The spectrum of stage at diagnosis of invasive cancer may have shifted towards more advanced cases, as a result of continuing improvement in the screening programme. As a result, any improvement in survival at each stage of disease may have been somewhat masked in the overall survival figures for all women with invasive cancer of the cervix. The need for high-quality data on stage of diagnosis to enable adequate evaluation of national trends in cancer survival is obvious, but those data can only be captured by cancer registries if the relevant information is systematically recorded in the medical record for all cancer patients.
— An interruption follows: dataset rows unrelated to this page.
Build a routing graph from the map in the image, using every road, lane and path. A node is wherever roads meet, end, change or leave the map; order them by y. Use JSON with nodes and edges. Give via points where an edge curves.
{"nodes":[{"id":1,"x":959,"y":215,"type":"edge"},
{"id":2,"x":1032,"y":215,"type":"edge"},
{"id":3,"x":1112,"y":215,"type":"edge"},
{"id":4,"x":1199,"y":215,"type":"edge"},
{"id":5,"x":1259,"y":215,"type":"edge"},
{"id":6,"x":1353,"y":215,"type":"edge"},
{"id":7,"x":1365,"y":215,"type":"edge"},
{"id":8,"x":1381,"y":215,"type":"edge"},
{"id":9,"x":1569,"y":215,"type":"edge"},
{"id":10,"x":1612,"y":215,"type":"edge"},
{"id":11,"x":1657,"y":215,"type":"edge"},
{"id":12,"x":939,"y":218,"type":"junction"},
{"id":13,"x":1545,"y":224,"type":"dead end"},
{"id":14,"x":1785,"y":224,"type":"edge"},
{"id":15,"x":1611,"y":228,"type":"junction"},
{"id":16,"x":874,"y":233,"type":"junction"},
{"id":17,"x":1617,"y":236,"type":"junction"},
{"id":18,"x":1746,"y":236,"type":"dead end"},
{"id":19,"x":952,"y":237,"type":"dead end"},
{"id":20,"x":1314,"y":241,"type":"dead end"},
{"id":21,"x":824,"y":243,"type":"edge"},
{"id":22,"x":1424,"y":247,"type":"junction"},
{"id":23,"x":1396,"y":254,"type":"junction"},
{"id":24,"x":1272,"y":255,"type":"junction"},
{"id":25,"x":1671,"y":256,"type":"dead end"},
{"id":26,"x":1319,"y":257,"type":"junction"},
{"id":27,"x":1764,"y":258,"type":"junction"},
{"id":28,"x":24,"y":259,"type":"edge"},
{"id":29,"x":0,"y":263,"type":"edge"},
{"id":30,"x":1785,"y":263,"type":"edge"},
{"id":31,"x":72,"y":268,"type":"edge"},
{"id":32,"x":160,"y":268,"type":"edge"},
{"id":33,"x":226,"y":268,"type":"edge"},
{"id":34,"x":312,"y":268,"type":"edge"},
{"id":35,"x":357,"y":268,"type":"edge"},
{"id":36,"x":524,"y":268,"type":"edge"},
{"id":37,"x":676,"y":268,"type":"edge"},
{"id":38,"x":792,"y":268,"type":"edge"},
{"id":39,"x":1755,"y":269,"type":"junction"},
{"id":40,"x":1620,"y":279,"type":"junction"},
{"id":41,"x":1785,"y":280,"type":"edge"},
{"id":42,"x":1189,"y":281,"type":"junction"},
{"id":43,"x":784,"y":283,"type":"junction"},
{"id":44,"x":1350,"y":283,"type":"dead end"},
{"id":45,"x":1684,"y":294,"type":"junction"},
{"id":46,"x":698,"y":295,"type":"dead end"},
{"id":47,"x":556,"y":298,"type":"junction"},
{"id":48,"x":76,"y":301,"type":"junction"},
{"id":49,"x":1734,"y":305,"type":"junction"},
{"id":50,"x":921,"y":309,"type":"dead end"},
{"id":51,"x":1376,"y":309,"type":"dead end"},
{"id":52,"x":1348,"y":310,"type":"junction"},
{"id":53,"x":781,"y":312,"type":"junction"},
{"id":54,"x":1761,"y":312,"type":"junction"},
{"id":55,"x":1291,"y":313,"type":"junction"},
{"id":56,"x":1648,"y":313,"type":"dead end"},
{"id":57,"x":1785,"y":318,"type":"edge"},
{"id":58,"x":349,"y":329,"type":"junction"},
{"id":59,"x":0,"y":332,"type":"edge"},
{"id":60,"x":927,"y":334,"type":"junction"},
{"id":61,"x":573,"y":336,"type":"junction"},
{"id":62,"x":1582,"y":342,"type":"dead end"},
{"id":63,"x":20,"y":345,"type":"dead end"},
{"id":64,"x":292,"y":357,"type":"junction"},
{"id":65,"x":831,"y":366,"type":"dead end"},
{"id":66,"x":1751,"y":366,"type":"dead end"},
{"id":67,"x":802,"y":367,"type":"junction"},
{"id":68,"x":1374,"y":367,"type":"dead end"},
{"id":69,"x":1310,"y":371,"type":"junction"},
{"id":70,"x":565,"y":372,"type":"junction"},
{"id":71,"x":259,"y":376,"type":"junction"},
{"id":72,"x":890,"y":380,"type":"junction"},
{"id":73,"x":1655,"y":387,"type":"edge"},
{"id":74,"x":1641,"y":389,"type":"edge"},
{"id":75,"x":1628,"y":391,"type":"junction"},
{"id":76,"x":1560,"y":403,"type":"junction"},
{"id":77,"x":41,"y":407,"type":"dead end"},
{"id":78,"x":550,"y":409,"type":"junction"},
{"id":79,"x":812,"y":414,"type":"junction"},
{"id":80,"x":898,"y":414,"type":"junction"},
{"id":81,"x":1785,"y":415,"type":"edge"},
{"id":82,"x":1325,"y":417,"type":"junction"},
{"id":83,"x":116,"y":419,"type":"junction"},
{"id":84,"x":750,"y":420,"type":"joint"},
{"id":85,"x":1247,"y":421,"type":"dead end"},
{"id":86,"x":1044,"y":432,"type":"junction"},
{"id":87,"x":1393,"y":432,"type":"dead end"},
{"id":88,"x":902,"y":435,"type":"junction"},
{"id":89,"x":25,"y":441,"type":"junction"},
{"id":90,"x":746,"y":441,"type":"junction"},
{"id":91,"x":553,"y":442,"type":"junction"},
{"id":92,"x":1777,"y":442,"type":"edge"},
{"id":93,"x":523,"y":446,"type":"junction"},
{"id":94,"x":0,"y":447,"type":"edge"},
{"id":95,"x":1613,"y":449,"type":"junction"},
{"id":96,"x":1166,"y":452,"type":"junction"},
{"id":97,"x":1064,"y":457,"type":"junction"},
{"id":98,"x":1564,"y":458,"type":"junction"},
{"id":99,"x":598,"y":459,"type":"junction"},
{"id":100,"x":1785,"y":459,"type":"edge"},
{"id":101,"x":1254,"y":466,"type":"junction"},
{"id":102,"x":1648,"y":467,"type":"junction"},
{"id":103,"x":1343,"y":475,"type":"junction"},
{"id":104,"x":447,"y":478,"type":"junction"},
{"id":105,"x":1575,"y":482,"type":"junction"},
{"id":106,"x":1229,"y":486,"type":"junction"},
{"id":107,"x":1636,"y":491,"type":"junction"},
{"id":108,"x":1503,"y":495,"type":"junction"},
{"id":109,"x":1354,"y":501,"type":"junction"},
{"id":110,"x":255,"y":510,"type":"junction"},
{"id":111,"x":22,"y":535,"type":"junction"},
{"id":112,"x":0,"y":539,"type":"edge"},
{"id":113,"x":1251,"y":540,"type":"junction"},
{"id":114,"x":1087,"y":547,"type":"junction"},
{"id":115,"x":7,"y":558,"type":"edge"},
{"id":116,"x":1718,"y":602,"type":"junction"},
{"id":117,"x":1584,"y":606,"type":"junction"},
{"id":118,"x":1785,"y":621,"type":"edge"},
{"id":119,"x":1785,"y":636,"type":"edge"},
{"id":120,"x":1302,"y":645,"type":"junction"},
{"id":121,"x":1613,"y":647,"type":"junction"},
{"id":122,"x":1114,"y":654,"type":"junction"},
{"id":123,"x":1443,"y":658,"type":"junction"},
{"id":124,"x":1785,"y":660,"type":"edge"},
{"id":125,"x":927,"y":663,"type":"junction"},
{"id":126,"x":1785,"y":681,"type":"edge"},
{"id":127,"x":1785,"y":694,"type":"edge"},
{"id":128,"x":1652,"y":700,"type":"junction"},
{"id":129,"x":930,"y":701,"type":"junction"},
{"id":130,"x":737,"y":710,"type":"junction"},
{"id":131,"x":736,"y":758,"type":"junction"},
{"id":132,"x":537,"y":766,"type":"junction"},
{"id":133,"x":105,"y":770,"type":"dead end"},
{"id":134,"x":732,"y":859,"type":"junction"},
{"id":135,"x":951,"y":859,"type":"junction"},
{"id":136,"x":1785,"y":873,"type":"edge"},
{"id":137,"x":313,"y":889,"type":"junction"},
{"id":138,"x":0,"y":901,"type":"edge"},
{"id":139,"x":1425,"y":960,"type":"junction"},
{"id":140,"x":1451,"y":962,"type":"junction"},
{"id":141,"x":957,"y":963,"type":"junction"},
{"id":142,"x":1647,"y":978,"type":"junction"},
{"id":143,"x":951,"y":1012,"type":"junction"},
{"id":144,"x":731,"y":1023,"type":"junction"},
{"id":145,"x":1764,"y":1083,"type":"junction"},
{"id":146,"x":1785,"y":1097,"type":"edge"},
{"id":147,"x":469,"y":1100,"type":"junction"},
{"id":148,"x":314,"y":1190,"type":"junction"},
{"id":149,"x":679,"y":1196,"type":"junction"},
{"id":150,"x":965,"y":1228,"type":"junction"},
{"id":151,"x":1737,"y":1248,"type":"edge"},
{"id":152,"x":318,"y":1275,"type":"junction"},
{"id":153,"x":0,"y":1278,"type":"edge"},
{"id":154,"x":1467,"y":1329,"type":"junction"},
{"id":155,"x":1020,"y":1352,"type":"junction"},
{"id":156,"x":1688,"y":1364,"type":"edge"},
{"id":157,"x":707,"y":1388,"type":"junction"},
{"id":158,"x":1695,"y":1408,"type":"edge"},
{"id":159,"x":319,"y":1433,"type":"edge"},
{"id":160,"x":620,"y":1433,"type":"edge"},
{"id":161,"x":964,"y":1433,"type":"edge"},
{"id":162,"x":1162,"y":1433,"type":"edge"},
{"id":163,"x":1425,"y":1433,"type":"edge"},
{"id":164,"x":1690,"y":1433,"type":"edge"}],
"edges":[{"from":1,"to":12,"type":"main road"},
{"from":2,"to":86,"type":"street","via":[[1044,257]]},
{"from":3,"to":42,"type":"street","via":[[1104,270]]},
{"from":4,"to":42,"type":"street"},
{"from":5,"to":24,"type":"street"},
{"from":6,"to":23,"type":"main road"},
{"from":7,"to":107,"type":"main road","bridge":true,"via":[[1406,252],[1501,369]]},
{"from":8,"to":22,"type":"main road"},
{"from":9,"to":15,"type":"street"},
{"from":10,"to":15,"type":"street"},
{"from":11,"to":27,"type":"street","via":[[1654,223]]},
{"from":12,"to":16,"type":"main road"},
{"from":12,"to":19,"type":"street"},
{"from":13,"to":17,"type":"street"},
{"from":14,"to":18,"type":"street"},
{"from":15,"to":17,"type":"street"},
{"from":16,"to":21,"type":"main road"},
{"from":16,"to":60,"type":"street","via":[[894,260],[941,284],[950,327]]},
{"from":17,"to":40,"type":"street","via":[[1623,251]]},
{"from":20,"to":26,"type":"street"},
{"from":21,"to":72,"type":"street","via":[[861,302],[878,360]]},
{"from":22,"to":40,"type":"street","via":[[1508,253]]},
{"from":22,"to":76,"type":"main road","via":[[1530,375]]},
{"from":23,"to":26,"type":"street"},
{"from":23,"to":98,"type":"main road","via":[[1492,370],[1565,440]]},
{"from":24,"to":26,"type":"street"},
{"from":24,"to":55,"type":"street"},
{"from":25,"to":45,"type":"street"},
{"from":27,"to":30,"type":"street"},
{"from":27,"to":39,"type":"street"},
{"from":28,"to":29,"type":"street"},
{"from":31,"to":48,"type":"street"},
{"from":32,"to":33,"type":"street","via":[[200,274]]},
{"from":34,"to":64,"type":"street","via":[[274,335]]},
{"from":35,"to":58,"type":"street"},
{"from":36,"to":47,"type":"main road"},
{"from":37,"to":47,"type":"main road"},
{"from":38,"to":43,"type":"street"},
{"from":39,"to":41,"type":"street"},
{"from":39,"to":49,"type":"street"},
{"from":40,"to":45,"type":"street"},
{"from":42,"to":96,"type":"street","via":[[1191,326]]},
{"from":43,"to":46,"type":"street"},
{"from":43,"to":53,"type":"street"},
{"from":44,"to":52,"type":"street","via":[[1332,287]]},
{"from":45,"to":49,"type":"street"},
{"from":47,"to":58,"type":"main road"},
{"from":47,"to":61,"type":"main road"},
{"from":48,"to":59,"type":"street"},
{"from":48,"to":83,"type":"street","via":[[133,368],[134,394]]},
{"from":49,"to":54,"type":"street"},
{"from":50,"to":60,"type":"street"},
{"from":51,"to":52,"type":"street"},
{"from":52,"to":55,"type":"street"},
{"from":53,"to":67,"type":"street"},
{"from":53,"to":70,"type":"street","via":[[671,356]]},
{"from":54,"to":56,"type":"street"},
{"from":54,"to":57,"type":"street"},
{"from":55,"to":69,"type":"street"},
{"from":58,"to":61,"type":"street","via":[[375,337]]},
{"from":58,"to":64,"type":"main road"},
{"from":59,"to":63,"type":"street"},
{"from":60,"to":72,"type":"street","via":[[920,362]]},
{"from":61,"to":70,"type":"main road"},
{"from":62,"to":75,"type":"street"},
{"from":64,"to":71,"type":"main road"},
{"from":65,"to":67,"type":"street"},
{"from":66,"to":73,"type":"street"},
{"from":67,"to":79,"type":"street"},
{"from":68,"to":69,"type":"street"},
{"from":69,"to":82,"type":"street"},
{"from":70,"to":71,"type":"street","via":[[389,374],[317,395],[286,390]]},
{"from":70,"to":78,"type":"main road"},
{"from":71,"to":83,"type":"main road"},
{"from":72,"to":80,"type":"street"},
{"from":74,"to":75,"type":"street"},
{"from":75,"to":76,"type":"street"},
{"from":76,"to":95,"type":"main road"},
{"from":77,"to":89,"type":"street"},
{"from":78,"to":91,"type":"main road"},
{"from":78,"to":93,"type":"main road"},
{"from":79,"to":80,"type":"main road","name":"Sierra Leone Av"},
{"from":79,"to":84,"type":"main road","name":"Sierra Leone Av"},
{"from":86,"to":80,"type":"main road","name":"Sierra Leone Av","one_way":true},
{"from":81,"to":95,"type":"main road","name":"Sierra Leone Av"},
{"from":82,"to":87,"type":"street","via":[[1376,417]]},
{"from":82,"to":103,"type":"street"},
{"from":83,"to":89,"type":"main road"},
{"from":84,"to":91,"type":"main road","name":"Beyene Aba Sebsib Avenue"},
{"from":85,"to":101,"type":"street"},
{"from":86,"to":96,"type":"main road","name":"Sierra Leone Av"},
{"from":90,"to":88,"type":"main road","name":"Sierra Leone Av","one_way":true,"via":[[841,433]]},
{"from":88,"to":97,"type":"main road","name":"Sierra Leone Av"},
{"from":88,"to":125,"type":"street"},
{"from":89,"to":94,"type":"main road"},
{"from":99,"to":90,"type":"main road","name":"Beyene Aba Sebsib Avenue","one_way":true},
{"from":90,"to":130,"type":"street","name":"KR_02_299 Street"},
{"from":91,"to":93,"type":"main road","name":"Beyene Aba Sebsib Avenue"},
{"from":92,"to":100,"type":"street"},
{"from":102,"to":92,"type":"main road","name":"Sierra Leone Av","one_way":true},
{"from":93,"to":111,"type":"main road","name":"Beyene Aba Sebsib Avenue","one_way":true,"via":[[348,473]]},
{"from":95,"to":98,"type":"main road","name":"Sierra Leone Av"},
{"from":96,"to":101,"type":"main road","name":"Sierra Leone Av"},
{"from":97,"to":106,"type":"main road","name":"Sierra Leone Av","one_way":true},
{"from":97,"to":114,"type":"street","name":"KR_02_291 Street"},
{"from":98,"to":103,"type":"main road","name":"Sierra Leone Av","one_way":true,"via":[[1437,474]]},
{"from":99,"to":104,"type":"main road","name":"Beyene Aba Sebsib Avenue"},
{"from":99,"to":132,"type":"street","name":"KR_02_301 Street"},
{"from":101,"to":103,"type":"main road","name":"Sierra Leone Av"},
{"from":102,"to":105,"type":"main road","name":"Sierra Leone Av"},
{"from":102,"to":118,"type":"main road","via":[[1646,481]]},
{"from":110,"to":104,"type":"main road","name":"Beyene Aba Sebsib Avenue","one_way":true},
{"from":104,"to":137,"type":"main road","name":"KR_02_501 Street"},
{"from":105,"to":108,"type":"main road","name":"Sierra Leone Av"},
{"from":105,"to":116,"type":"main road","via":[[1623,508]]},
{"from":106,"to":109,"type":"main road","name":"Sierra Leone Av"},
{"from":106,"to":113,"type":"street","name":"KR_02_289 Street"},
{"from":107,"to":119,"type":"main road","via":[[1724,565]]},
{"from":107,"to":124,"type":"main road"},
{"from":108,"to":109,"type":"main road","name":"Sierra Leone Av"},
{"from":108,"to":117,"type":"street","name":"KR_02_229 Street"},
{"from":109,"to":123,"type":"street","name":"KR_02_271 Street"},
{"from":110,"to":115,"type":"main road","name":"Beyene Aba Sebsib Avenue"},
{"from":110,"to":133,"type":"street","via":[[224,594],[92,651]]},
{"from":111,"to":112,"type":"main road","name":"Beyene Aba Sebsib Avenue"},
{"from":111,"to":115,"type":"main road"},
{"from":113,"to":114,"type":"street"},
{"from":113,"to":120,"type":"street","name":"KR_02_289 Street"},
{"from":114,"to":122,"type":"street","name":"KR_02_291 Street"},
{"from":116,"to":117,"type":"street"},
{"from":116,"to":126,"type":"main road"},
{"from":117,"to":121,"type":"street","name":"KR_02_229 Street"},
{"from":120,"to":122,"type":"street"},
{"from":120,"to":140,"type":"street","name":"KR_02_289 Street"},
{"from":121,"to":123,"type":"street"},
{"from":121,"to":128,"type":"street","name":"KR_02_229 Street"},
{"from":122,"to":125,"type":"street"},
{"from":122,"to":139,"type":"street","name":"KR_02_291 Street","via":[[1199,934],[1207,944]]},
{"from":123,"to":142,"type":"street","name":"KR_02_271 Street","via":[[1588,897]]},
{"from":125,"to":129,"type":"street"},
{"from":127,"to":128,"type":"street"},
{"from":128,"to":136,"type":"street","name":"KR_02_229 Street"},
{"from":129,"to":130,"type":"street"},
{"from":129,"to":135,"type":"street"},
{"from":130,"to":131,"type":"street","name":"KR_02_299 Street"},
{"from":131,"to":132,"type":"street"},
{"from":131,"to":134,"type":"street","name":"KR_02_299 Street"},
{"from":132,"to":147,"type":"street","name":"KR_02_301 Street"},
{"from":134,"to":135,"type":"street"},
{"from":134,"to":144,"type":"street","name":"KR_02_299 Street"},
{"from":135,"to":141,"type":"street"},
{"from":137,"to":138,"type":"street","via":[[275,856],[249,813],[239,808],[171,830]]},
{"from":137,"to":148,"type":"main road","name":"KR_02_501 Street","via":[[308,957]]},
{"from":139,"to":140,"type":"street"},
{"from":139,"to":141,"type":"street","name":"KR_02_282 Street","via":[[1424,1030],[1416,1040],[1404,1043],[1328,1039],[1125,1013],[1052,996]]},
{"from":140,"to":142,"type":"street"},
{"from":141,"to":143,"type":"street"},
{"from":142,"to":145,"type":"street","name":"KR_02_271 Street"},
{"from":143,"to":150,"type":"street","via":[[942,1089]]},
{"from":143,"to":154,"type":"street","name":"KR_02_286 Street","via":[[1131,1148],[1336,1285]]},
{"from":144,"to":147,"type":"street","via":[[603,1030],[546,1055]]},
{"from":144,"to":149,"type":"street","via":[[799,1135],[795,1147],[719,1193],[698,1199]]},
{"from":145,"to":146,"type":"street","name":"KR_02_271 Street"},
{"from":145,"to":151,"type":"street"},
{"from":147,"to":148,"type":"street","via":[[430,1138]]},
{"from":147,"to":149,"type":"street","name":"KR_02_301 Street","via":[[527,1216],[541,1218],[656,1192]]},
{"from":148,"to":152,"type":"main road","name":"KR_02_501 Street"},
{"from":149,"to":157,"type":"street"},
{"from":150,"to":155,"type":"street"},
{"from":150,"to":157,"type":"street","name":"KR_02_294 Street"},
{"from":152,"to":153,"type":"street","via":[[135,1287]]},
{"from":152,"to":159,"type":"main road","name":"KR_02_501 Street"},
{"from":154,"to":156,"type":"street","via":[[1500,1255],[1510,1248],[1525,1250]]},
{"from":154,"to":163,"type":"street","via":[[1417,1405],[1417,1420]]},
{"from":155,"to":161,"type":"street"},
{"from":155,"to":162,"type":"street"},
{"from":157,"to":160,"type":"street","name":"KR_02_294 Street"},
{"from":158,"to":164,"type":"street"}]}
The decline in the incidence and mortality of invasive cervical cancer is a very welcome result of improved cervical screening. Primary prevention by vaccination against HPV also appears to have great promise within the next decade. Despite this evidence of solid progress in the control of cervical cancer, 1000 deaths a year is still far too many for a disease that has been largely preventable for decades. It remains a cause for concern that no significant improvement in survival from cervical cancer has occurred since the late 1980s, and that socioeconomic inequalities in survival have tended to worsen rather than improve.